Refleks, Hwiyoung mengangkat kepalanya. Tanpa bisa ia cegat lagi, ia bertanya, "Bukan Juho atau Youngbin lagi?"

Pelanggannya tampak terkejut dengan pertanyaan yang dilayangkan Hwiyoung. Dan Hwiyoung juga merutuki kebodohannya karena sekarang ia yakin ia terdengar seperti penguntit.

"Kau hapal ternyata." Dan benarkah yang dilihat Hwiyoung adalah wajah pemuda di hadapannya tengah bersemu. "Kali ini, dengan nama Rowoon. Itu namaku yang sebenarnya." Rowoon menyerahkan uangnya.

Jari Hwiyoung terasa kaku saat menerima uang dari Rowoon dan menekan tombol di papan ketiknya. Nama yang sebenarnya? Dia merasa dibohongi sekaligus patah hati. Apakah pemuda ini bernama asli Juho lalu berganti nama menjadi Youngbin—dan memiliki alias Rowoon?

"Silakan ditunggu pesanan Anda, terima kasih telah memesan."

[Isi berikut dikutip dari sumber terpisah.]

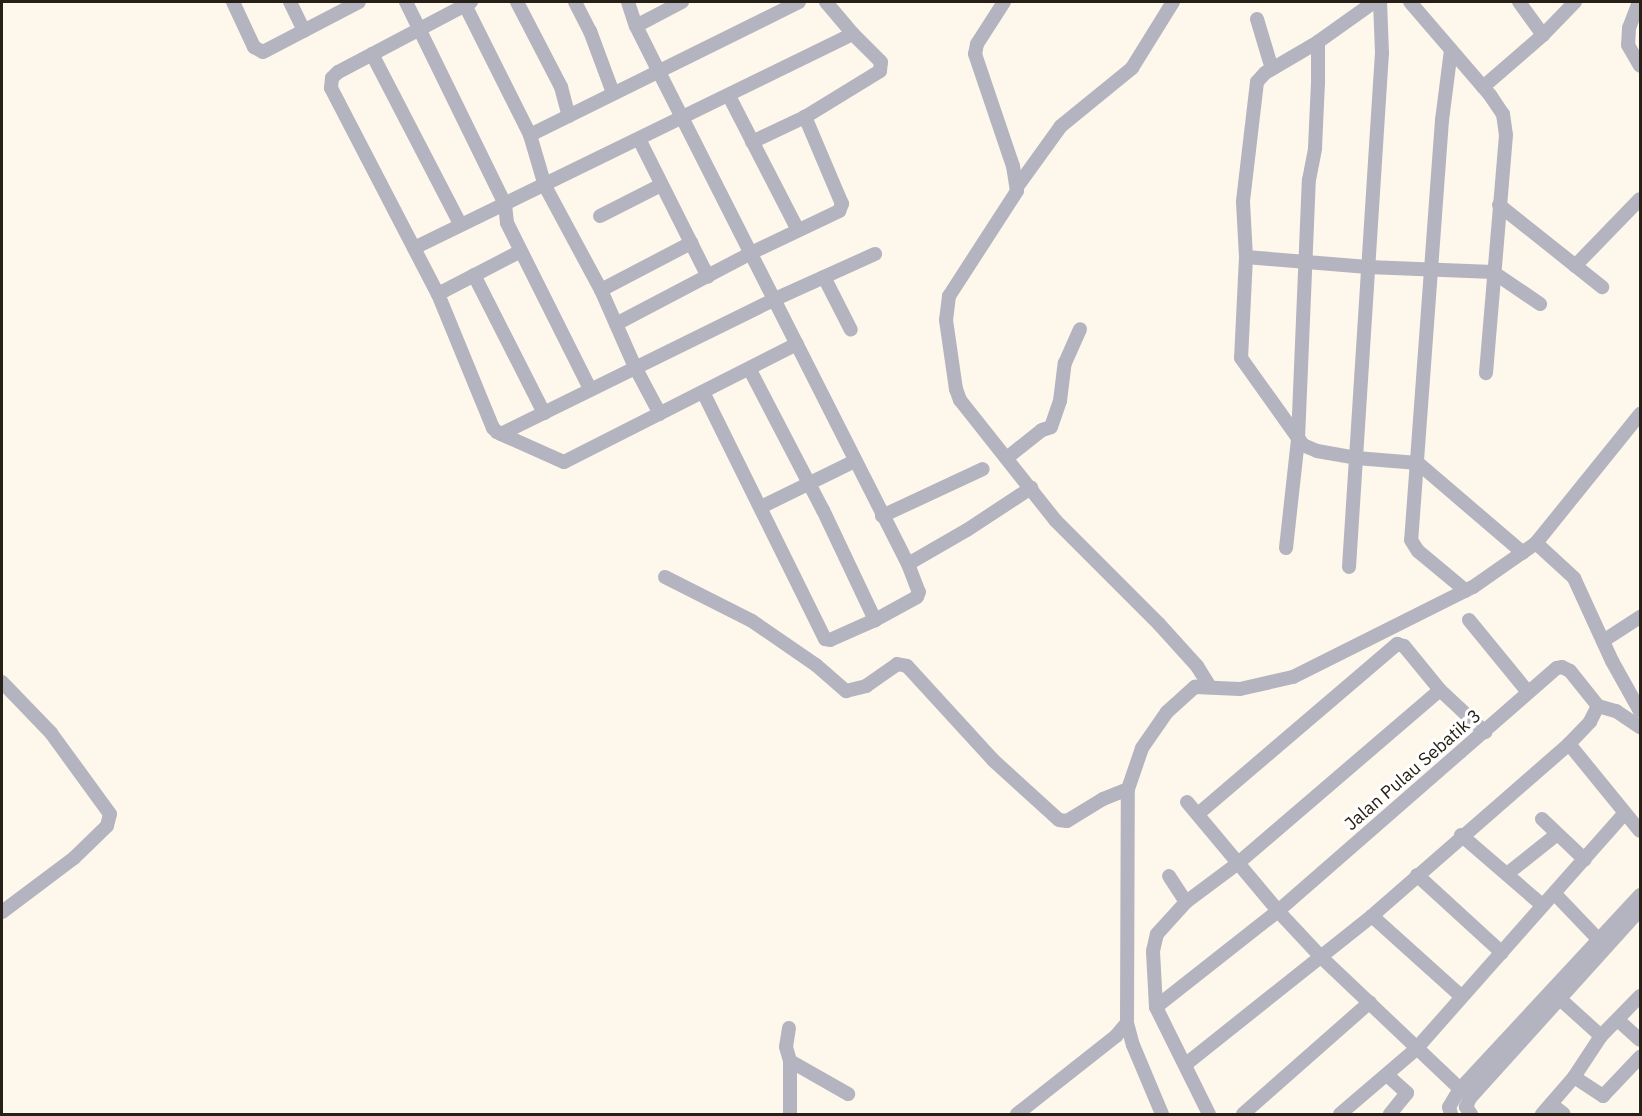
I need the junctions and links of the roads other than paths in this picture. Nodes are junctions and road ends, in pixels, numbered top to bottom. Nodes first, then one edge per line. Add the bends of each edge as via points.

Hwiyoung baru saja ingin melesat ke balik dapur dan menenangkan hatinya, ketika pelanggan tampan itu tidak menahan pergelangan tangannya dari depan konter.

As ta ga.

"Mungkin ini agak terdengar aneh, tapi bisakah kau temani aku sambil membantuku menghabiskan cokelat gratisku?"

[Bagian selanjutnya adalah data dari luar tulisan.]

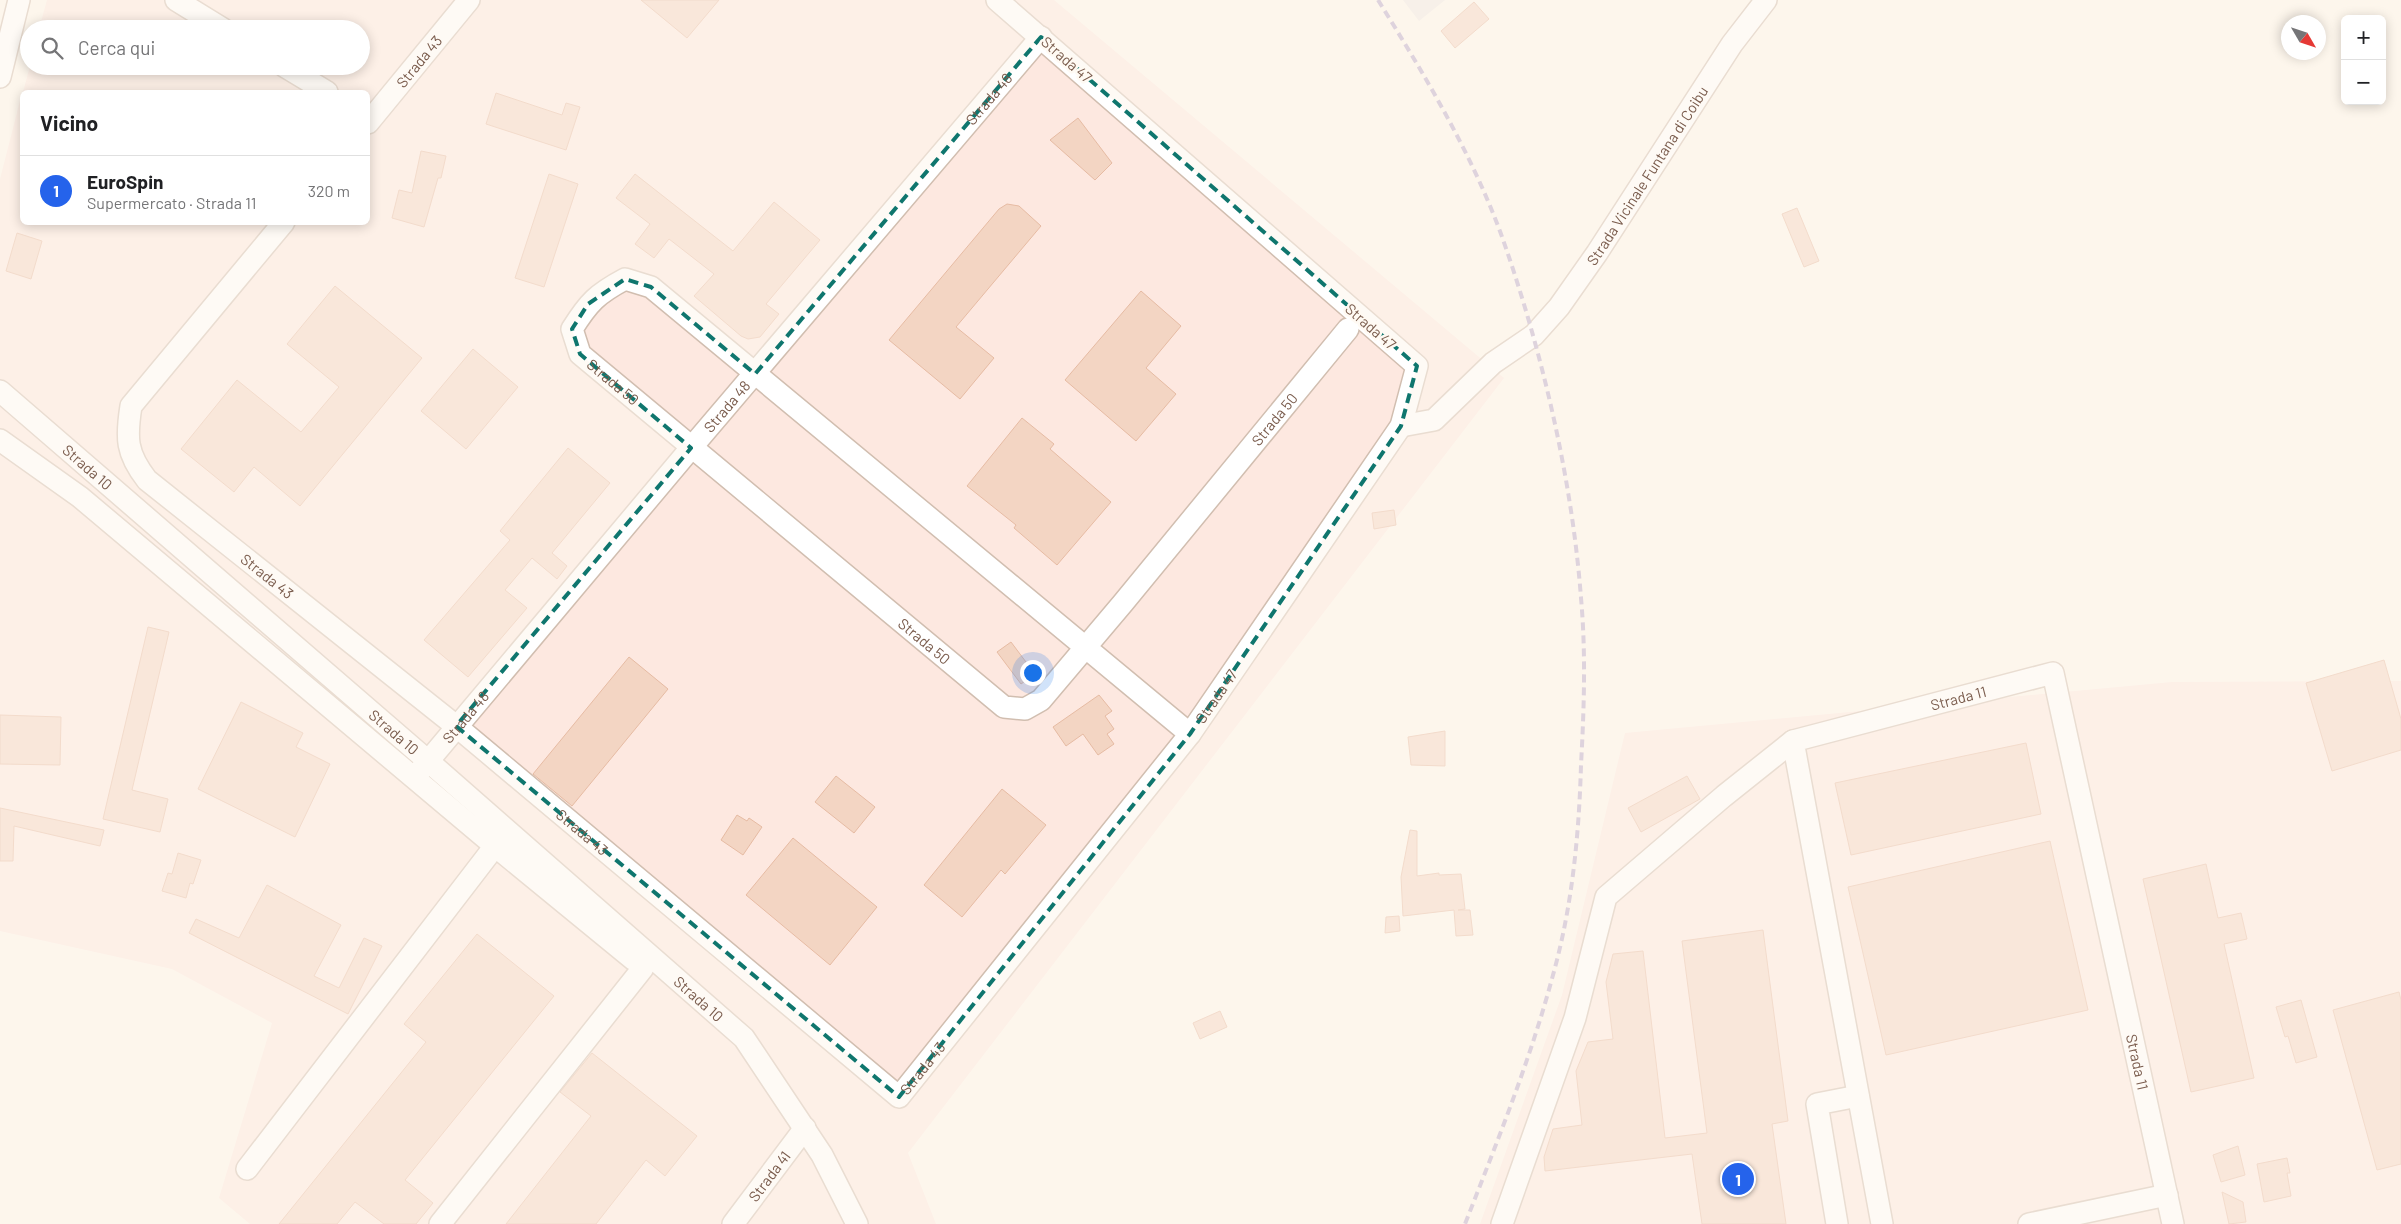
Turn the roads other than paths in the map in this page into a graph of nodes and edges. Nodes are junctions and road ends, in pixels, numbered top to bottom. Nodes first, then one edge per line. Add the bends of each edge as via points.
1 (19, 0) edge
2 (176, 0) edge
3 (469, 0) edge
4 (997, 0) edge
5 (1766, 0) edge
6 (208, 20) edge
7 (1041, 37) junction
8 (299, 75) edge
9 (0, 77) edge
10 (324, 90) edge
11 (370, 118) edge
12 (282, 225) edge
13 (1348, 329) dead end
14 (755, 374) junction
15 (0, 392) edge
16 (1401, 426) junction
17 (0, 440) edge
18 (691, 448) junction
19 (1085, 648) junction
20 (456, 726) junction
21 (1190, 734) junction
22 (1793, 741) junction
23 (428, 761) junction
24 (414, 778) junction
25 (495, 846) junction
26 (643, 968) junction
27 (775, 1084) junction
28 (1858, 1096) junction
29 (804, 1128) junction
30 (247, 1169) dead end
31 (2167, 1195) junction
32 (440, 1224) edge
33 (733, 1224) edge
34 (857, 1224) edge
35 (1502, 1224) edge
36 (1837, 1224) edge
37 (1882, 1224) edge
38 (2029, 1224) edge
39 (2173, 1224) edge

1 - 9 street
2 - 6 street
3 - 11 street, Strada 43
4 - 7 street, Strada 47
5 - 16 street, Strada Vicinale Funtana di Coibu via 1732,44 1559,307 1534,335 1493,363 1434,420
7 - 14 street, Strada 48
7 - 16 street, Strada 47 via 1417,366
8 - 10 street
12 - 20 street, Strada 43 via 131,406 126,435 133,462 147,480
13 - 19 street, Strada 50
14 - 18 street, Strada 48
14 - 18 street, Strada 50 via 651,287 625,279 602,291 588,304 572,329 580,354
14 - 19 street, Strada 50
15 - 23 street, Strada 10
16 - 21 street, Strada 47
17 - 24 street, Strada 10 via 80,497
18 - 19 street, Strada 50 via 1004,707 1025,709 1041,700
18 - 20 street, Strada 48
19 - 21 street, Strada 50
20 - 21 street, Strada 43 via 899,1097
20 - 23 street, Strada 48
22 - 28 street
22 - 31 street, Strada 11 via 2053,673
22 - 35 street via 1606,897 1575,1018
23 - 24 street, Strada 48
23 - 27 street, Strada 10 via 744,1038
24 - 25 street, Strada 10
25 - 26 street, Strada 10
25 - 30 street
26 - 27 street, Strada 10
26 - 32 street
27 - 29 street, Strada 10
28 - 36 street via 1816,1104
28 - 37 street
29 - 33 street, Strada 41
29 - 34 street, Strada 10 via 822,1155
31 - 38 street
31 - 39 street, Strada 11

Jika Hwiyoung bisa pingsan sekarang, ia jelas-jelas sudah tergeletak di lantai saat ini juga.

.

"Maaf membuatmu repot, sampai kau harus izin untuk meninggalkan shift-mu," ucap Rowoon begitu Hwiyoung menghampiri meja yang ia duduki di area teras kafe. Hwiyoung hanya menggeleng sopan. "Kau tidak keberatan, kan?"

"Tidak," jawab Hwiyoung singkat. Siapa yang merasa keberatan jika diminta duduk berduaan dengan pemuda setampan Rowoon? Laki-laki maupun perempuan juga pasti mau. "Mengapa Anda meminta saya menenemani Anda?"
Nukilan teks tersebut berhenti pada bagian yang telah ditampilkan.